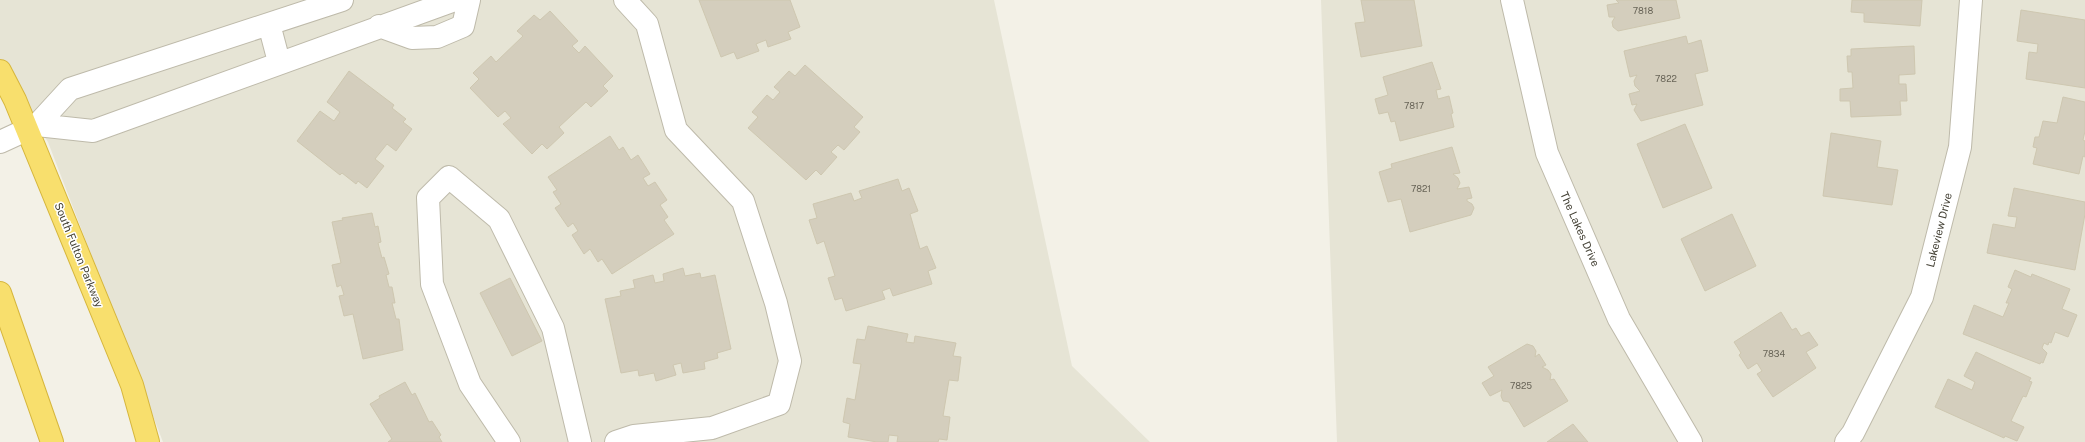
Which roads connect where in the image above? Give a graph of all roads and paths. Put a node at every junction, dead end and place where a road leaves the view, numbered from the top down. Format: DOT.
○ ○ ○ ○ ○ ○ ○
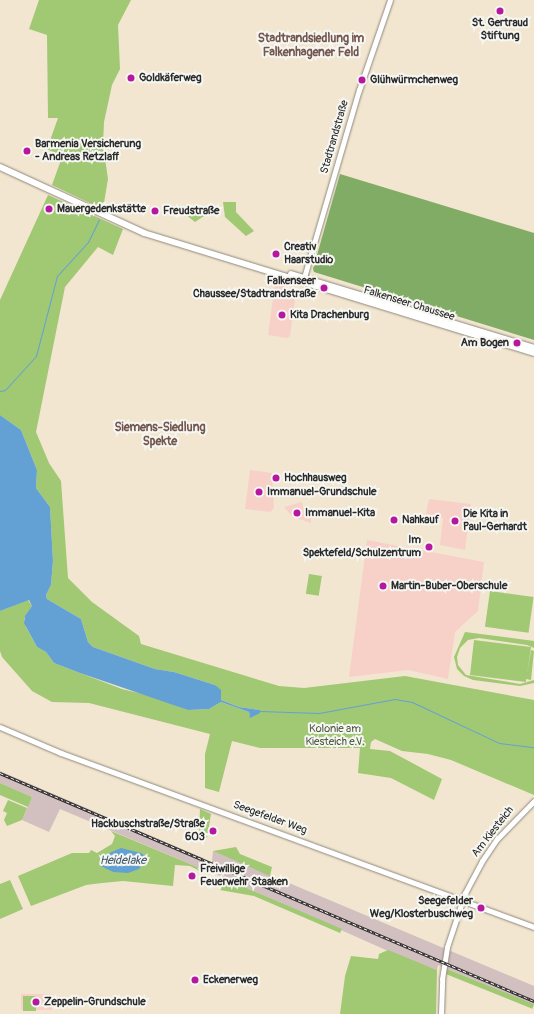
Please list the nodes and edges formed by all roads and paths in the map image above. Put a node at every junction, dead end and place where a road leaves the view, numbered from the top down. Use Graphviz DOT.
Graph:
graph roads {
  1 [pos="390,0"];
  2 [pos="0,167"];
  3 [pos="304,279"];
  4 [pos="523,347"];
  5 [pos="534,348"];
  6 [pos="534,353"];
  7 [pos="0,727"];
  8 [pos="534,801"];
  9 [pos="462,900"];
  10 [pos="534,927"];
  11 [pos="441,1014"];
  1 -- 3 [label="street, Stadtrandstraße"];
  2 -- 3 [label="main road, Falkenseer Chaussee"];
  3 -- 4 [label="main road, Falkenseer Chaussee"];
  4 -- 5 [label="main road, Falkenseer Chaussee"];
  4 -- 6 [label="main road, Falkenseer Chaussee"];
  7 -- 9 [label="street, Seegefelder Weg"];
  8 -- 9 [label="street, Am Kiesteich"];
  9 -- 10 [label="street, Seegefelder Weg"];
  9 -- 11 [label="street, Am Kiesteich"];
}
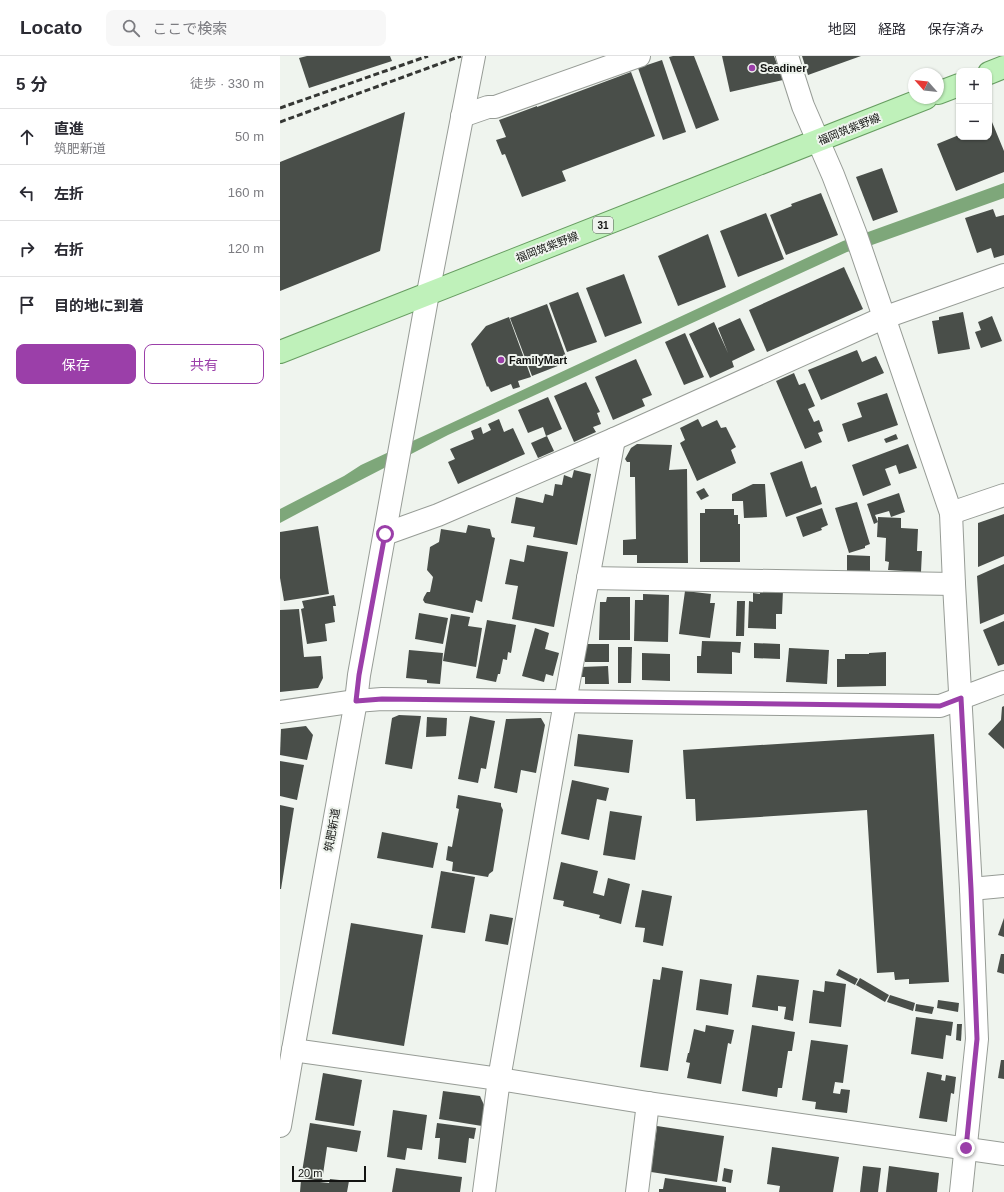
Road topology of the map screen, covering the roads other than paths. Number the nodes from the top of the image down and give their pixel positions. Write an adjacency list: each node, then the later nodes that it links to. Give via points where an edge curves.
○ ○ ○ ○ ○ ○ ○
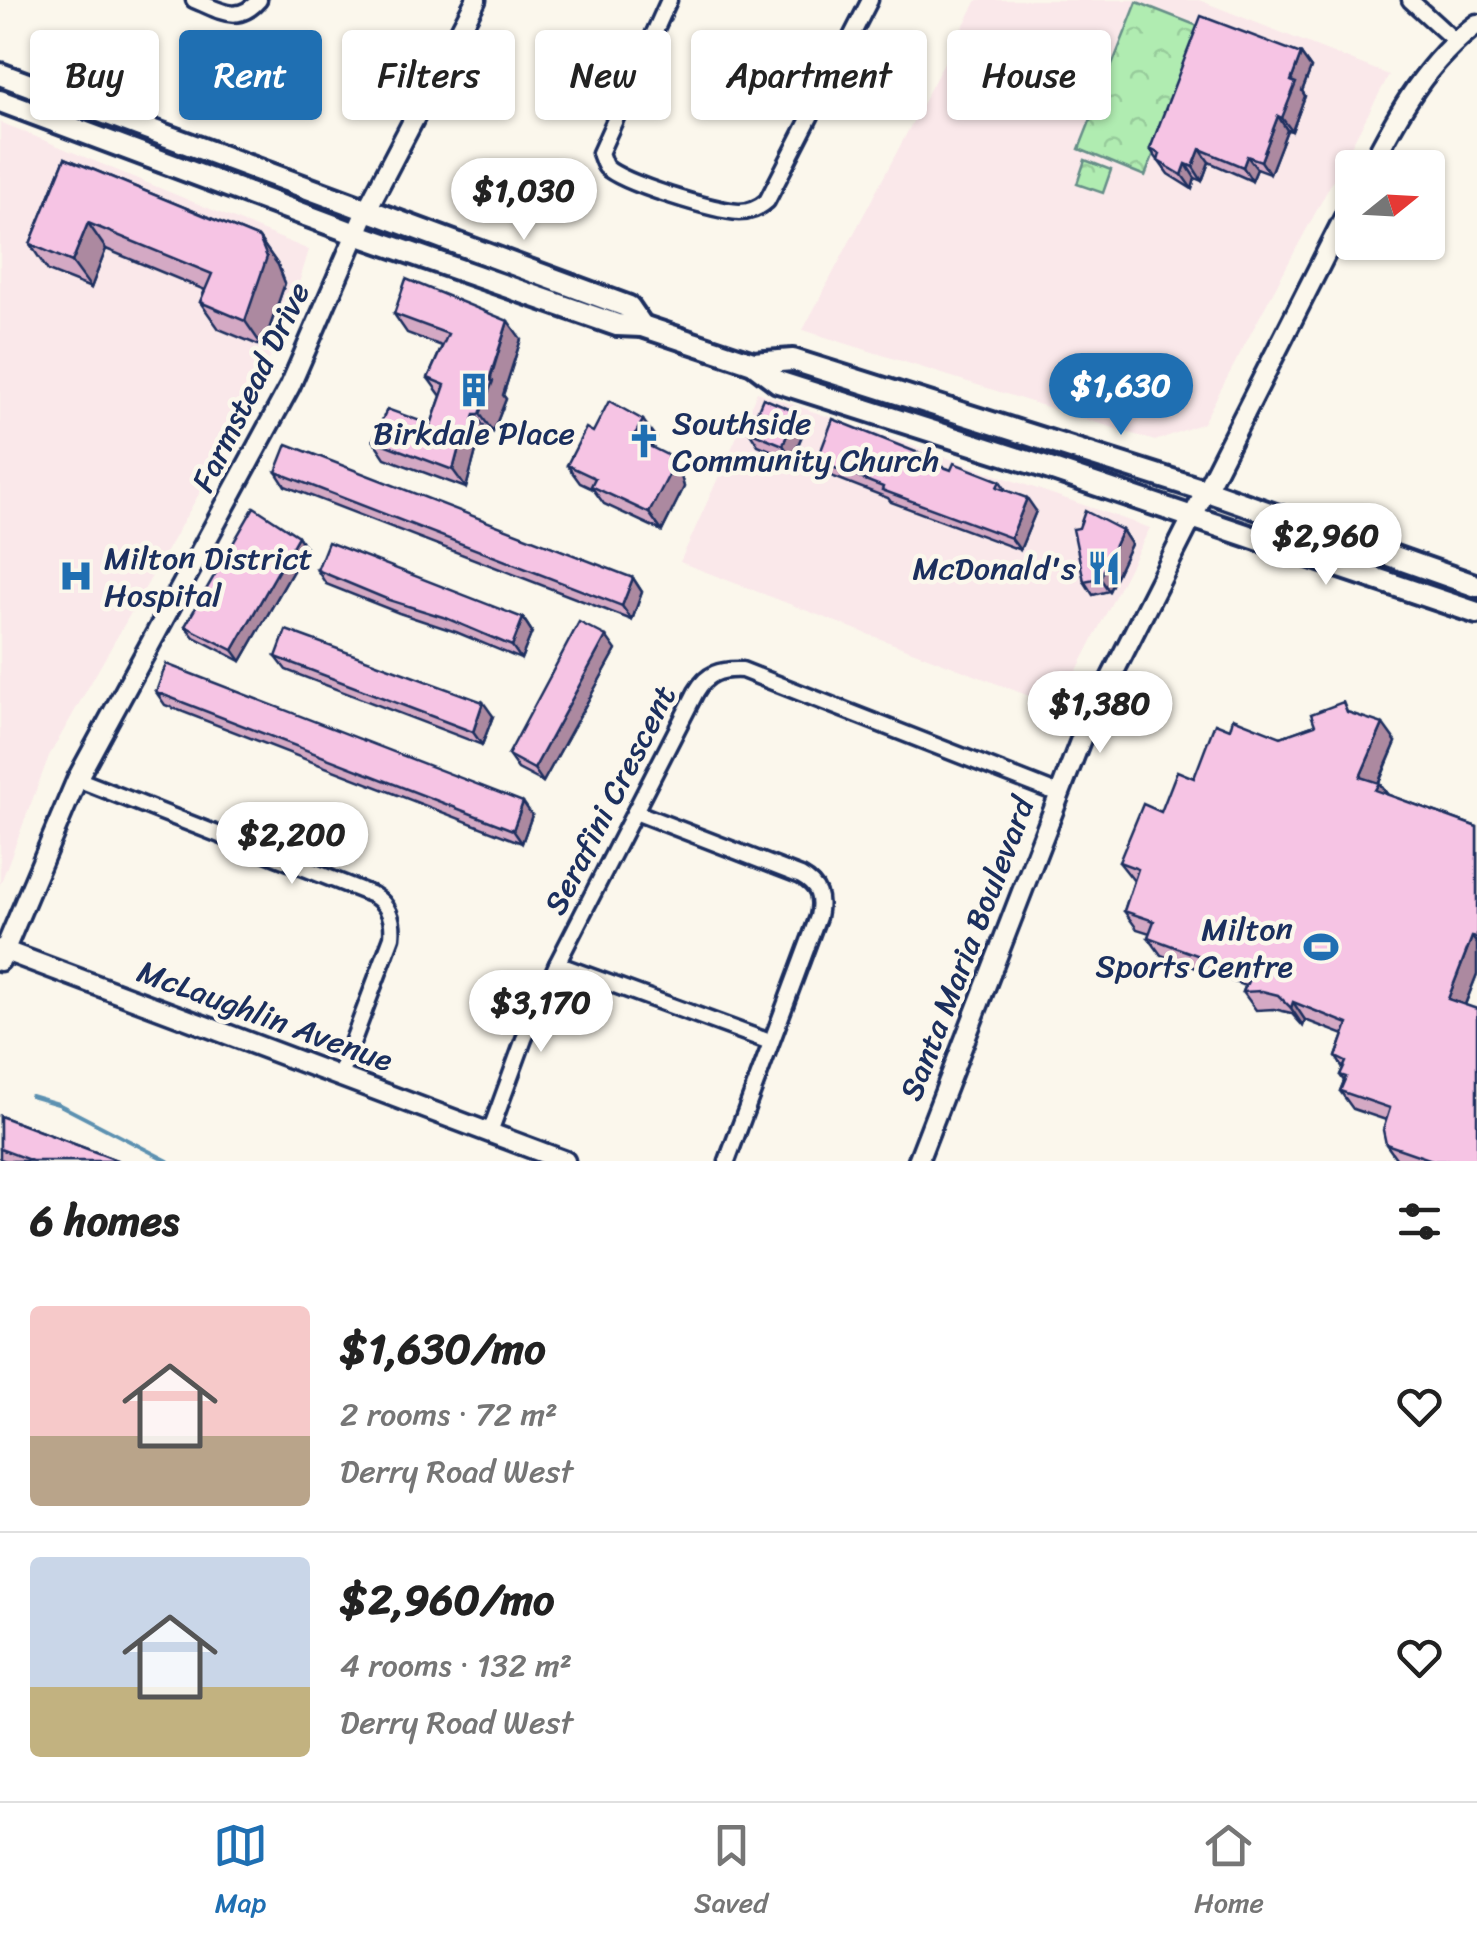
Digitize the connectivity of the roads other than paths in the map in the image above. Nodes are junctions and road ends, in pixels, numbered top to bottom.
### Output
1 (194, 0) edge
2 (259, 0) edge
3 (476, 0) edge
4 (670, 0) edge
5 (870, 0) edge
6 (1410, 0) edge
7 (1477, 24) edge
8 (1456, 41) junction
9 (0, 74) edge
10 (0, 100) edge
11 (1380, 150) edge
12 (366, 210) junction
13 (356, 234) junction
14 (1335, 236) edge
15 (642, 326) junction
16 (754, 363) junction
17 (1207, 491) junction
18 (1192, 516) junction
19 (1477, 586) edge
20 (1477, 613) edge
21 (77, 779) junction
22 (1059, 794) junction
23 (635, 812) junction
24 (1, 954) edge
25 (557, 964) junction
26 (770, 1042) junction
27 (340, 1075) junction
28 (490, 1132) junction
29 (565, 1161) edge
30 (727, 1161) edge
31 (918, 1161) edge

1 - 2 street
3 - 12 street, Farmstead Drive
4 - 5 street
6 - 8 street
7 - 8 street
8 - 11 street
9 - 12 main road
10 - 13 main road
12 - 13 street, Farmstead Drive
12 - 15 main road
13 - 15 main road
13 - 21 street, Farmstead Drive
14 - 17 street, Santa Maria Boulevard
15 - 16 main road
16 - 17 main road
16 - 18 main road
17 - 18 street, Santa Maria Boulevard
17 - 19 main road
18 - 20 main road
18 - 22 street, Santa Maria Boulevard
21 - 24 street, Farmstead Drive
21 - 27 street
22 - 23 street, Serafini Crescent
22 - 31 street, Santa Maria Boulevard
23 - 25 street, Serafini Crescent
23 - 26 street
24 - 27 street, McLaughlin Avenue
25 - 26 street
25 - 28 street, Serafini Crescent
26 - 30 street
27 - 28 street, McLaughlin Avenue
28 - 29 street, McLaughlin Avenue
○ ○ ○ ○ ○ ○ ○
**What the exercise asks**
Where the string "other" occurs in the data, return the whole line.

**Solution below**
Road topology of the map screen, covering the roads other than paths. Number the nodes from the top of the image down and give their pixel positions. Write an adjacency list: each node, then the later nodes that it links to. Give via points where an edge curves.
Digitize the connectivity of the roads other than paths in the map in the image above. Nodes are junctions and road ends, in pixels, numbered top to bottom.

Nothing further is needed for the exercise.